Wegen möglicher „Unstimmigkeiten“ in den fraglos etwas verworrenen Lieferketten gibt es derzeit Rückrufe. (Foto: m / Jürgen Schulze / stock.adobe.com)                                      


Nach Lunapharm selbst und CC-Pharma hat nun ein weiteres Unternehmen, das mit dem Brandenburger Händler Geschäftsbeziehungen hatte, Arzneimittel zurückgerufen: NMG Pharma. Wie die Arzneimittelkommission der Apotheker am gestrigen Dienstag mitteilte, ruft NMG Pharma mehrere Chargen Lucentis®, Velcade® und Avastin® zurück.
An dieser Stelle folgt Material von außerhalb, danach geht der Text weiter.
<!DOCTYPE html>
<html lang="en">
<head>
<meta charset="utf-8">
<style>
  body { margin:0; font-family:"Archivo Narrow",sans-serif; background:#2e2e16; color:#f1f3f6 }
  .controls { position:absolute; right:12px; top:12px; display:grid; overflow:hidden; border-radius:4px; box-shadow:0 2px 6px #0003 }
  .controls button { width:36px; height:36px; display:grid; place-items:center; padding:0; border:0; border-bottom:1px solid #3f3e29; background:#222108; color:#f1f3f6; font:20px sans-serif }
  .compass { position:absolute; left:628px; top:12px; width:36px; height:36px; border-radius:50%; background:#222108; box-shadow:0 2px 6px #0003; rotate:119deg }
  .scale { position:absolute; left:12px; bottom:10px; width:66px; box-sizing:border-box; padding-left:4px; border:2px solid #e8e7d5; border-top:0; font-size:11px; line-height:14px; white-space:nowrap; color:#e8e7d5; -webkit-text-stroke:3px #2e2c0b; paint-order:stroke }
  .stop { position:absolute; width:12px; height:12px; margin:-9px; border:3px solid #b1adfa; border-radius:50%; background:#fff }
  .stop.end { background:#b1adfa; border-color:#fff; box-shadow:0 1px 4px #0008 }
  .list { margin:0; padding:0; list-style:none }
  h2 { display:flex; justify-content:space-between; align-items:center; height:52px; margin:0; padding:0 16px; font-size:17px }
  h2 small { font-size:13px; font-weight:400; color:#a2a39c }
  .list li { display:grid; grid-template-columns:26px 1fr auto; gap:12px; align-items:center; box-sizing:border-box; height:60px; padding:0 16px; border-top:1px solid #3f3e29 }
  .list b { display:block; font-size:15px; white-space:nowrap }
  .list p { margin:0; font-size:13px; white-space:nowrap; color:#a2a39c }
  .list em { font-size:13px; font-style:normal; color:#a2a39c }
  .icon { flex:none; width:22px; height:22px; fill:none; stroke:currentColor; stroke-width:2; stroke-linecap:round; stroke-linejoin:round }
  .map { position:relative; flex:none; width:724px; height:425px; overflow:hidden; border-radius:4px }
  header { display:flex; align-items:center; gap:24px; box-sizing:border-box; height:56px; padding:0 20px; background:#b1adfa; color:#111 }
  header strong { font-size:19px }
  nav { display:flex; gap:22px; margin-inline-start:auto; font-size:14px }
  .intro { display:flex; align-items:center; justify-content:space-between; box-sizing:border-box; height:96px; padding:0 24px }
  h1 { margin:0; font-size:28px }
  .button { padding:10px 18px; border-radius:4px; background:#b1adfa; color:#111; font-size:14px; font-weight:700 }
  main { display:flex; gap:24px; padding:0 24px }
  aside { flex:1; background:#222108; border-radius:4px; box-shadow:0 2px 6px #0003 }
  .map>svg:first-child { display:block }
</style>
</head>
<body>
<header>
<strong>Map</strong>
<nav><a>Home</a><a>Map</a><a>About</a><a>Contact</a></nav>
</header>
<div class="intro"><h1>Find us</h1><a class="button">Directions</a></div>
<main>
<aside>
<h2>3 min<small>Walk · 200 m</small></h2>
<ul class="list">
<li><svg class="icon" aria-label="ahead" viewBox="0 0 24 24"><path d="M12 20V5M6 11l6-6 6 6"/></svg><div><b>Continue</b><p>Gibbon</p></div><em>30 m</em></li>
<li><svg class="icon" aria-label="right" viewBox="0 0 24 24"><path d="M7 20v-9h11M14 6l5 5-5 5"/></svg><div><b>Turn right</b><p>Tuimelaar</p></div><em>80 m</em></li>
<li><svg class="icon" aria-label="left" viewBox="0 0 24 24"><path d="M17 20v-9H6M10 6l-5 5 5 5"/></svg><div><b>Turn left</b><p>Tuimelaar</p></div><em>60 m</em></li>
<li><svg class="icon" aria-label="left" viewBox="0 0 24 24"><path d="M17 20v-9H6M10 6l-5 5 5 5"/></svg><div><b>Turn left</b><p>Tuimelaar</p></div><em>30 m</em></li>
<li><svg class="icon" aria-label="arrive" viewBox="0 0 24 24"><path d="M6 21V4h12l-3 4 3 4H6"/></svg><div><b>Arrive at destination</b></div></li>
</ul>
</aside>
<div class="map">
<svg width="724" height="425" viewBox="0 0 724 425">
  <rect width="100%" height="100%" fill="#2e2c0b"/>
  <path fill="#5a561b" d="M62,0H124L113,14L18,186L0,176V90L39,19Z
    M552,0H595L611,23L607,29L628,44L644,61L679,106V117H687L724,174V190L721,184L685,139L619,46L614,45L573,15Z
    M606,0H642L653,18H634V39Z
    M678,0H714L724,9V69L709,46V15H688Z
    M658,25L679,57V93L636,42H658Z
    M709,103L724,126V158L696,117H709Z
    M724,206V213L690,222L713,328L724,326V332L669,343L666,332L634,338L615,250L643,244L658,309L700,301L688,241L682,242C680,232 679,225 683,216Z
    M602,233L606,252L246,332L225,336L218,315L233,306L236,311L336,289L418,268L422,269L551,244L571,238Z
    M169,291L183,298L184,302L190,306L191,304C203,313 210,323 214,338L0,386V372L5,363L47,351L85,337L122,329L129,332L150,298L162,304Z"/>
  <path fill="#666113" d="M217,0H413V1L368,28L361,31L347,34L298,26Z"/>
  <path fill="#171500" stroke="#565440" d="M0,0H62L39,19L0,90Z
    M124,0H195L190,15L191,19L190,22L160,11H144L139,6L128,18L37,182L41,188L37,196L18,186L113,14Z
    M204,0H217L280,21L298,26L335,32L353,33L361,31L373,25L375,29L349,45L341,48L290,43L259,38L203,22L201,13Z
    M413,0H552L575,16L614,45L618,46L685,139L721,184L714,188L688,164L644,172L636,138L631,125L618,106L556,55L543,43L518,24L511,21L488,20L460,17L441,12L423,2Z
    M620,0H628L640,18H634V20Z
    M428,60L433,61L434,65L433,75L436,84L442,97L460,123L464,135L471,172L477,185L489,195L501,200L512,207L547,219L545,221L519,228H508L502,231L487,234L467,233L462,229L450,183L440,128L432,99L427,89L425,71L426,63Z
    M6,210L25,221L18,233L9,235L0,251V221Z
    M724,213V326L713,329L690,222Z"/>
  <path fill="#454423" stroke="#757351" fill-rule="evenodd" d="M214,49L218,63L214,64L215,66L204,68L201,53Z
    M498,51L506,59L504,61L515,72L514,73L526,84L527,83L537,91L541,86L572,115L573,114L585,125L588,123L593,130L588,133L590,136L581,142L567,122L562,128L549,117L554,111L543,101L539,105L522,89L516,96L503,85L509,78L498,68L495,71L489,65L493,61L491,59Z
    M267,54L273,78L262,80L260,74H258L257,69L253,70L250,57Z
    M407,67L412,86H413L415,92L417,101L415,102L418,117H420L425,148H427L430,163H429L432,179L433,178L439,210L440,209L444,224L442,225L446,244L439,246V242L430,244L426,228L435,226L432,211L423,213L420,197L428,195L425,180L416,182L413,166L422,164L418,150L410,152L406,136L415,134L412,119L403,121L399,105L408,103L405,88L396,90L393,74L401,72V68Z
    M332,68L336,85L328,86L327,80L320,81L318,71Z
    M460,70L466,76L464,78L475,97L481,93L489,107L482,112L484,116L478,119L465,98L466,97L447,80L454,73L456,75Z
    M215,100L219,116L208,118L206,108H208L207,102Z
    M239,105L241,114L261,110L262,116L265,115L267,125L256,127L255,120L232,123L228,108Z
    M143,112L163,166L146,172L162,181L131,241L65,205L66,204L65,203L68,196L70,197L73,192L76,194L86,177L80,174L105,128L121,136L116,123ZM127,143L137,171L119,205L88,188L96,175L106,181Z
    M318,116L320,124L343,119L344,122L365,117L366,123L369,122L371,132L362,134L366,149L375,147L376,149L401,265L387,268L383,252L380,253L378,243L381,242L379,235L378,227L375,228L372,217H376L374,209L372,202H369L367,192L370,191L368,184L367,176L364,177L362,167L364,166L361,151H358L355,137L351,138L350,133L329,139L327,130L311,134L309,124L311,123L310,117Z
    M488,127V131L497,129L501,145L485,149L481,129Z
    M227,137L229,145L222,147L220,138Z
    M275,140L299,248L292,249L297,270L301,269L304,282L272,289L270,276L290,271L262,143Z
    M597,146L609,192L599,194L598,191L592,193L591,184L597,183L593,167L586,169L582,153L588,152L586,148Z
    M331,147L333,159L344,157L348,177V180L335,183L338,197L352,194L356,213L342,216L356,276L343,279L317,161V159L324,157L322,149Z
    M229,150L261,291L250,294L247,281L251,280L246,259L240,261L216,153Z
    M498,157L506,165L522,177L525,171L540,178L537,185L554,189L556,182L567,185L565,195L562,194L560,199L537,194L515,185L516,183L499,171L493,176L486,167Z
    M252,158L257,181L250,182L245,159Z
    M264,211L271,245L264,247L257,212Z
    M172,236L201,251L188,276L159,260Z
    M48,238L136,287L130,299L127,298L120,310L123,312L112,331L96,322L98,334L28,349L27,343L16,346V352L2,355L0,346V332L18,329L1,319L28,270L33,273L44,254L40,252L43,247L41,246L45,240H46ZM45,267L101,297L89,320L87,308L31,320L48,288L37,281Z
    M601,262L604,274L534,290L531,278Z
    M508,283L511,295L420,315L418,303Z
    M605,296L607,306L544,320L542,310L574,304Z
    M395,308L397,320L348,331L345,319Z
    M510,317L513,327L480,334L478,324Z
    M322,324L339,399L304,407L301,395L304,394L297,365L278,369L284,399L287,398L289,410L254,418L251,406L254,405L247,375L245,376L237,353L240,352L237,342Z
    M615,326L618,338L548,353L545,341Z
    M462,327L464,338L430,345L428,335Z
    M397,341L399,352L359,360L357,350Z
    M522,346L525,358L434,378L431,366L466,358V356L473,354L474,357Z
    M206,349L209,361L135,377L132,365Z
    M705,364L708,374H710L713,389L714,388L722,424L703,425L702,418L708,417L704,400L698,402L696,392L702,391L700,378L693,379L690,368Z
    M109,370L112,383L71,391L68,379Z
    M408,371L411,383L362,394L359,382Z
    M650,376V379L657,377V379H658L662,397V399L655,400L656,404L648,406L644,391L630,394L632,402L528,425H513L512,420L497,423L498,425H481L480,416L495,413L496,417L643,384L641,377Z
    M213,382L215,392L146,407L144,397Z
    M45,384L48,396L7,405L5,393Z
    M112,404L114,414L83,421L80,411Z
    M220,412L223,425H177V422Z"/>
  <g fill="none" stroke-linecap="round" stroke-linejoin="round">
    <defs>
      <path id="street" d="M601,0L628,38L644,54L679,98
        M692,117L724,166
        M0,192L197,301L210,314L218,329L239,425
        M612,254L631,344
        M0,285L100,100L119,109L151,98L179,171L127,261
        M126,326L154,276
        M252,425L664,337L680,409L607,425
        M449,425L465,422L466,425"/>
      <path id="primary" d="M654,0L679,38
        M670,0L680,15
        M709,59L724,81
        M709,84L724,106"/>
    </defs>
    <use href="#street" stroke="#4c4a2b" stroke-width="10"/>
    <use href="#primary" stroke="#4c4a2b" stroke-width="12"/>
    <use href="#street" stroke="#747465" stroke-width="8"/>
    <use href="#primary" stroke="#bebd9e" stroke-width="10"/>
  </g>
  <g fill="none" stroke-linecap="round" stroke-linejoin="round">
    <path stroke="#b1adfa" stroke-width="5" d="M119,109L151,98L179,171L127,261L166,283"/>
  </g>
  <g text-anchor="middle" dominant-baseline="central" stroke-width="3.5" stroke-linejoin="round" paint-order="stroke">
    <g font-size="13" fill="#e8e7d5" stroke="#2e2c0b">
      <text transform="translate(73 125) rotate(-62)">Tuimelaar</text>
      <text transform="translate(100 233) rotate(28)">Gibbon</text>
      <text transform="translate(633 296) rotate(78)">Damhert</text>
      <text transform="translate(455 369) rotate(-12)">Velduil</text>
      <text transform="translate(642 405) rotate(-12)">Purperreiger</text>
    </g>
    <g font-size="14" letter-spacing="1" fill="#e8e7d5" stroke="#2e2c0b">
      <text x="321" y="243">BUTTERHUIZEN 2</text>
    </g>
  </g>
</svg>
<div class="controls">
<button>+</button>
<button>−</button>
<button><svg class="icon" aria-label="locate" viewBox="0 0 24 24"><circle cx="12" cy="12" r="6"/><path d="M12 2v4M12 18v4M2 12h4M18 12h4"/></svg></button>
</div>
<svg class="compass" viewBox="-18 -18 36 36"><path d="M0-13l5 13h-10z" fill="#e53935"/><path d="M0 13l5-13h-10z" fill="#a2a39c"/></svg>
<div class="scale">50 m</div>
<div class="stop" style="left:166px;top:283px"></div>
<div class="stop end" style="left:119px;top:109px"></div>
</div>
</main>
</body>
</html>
NMG-Pharma ruft seit dem gestrigen Montag mehre Chargen Velcade® (Bortezomib), Lucentis® (Ranibizumab) und Avastin® (Bevacizumab) über die AMK zurück. Begründet wird dies mit dem Verdacht auf Unstimmigkeiten in der Lieferkette zu einem Vorlieferanten. Die Packungen seien ab Juli (Velcade®) 2017 beziehungsweise Dezember 2017 (Lucentis®) und Mai 2018 (Avastin®) ausgeliefert worden, heißt es. Apotheker und Großhändler sollen die Bestände überprüfen und die betroffenen Chargen unter Quarantäne stellen.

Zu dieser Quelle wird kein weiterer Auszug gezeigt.